The machine, to say the least, was overly complicated to put together, as if it had been designed in Tim Burton’s imagination—elaborate pulleys, odd parts, sharp cable wires, and bags and bags of screws and mis-matching washers (all of which I was to build with a single, impossibly small Allen wrench).
But the worst part: the instruction manual didn’t make any sense. It was incomplete, the visuals didn’t match the copy, and some of the instructions were just plain wrong. So there the machine sat, for weeks, until I was able to figure it out, free style.
Naturally, you can understand my concern now anytime I’m about to spend my hard earned money on something that requires an instruction manual.
This, of course, includes software.
The importance of quality documentation
It should probably go without saying that software, including web apps, should also come with good technical documentation. This includes, for example, installation, configurations, and end user guidance. One common belief, however, is that if the software is designed well enough, and intuitive enough, it probably doesn’t require any documentation. Some would call that belief laughable, but I’ll be a little more lenient and say that while some software might not, most do.

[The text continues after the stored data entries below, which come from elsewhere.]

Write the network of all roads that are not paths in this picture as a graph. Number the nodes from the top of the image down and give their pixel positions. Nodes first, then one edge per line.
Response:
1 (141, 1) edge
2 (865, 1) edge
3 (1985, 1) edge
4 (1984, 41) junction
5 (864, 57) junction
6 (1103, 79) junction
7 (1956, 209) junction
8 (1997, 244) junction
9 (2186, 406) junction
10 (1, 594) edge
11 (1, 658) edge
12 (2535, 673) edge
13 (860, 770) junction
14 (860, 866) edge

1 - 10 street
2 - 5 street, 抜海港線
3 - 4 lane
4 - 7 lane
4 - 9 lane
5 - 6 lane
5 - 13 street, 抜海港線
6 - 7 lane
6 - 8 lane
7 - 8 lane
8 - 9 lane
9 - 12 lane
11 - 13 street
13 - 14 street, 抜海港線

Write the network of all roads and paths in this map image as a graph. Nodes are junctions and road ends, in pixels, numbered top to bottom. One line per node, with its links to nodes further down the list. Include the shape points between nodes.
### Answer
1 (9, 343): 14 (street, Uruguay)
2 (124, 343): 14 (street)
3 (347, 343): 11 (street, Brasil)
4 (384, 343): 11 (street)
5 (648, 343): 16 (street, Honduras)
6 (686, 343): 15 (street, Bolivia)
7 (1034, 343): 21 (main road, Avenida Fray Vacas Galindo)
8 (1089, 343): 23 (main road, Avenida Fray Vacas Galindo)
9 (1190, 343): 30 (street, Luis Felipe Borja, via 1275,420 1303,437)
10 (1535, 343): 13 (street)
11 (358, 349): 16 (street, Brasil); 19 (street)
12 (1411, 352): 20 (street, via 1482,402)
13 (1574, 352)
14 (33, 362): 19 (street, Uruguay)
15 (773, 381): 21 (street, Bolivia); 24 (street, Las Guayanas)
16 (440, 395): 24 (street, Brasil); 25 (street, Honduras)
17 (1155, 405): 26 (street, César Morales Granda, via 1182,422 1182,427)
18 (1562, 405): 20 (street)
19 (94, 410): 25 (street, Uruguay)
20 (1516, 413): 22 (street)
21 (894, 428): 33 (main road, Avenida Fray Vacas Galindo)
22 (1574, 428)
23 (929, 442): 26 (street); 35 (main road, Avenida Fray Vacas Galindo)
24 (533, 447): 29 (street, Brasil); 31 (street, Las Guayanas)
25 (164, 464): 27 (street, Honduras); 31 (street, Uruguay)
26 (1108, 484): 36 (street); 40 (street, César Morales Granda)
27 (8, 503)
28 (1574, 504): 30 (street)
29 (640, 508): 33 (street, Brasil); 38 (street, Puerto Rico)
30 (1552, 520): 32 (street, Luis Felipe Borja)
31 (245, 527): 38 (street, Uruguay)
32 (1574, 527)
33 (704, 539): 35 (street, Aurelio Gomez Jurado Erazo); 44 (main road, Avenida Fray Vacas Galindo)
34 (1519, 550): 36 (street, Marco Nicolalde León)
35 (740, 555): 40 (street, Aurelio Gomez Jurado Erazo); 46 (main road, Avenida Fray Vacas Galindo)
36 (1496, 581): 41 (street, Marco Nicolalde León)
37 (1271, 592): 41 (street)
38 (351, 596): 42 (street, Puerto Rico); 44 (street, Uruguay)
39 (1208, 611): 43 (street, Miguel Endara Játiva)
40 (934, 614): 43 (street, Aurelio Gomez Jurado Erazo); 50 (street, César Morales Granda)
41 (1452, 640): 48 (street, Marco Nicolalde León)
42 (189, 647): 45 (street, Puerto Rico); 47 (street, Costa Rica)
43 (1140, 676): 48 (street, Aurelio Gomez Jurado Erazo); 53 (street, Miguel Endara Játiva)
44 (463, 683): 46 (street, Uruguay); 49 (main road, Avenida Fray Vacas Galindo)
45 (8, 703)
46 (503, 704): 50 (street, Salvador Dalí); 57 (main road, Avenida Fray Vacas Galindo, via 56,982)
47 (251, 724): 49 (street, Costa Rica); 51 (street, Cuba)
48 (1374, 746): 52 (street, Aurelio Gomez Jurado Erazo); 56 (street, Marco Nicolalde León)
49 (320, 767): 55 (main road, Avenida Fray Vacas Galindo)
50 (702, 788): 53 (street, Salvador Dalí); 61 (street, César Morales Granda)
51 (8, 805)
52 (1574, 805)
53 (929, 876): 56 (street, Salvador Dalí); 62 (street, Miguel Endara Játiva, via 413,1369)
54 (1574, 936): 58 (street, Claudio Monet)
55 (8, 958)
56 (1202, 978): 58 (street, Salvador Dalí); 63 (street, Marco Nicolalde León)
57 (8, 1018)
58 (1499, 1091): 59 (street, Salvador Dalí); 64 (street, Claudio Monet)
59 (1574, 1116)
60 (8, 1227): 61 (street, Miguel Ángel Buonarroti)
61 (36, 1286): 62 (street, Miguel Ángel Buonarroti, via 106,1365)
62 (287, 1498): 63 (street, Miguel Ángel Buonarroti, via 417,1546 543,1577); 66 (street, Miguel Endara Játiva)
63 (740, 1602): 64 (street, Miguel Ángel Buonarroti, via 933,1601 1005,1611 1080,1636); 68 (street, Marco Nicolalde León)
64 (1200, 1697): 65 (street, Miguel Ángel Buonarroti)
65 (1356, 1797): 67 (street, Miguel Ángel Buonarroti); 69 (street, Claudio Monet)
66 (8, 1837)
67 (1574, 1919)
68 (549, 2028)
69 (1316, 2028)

If you’re lucky, and your product is used by millions, you could probably get away with including only skimpy, lazy documentation, and let third party publishers, like O’Reilly, do it for you. There’s a reason The Missing Manual: Mac OSX was a huge seller for the publisher—when I bought my last Mac, the included manual for Leopard looked like a CD insert.
If you’re not Apple, Microsoft, or Adobe, you’ll probably need to be a little more comprehensive.
Here at Newtek, we definitely understand the importance of good documentation, and we continually work to improve, expand, and enhance the documentation we provide. Last year, for instance, we upgraded our KB system to a new platform, and have since incorporated more visual and video based articles. More recently, we began including a cookbook for dedicated servers to make initial setup easier.
In this occasional series, we’ll discuss best practices, provide tips, and review tools that can help your development shop create better, user-friendly documentation—whether that documentation is for end users, IT professionals, or the technically challenged. Stay tuned for the first post in the series, where we’ll discuss an easy and free tool to mark up screen shots.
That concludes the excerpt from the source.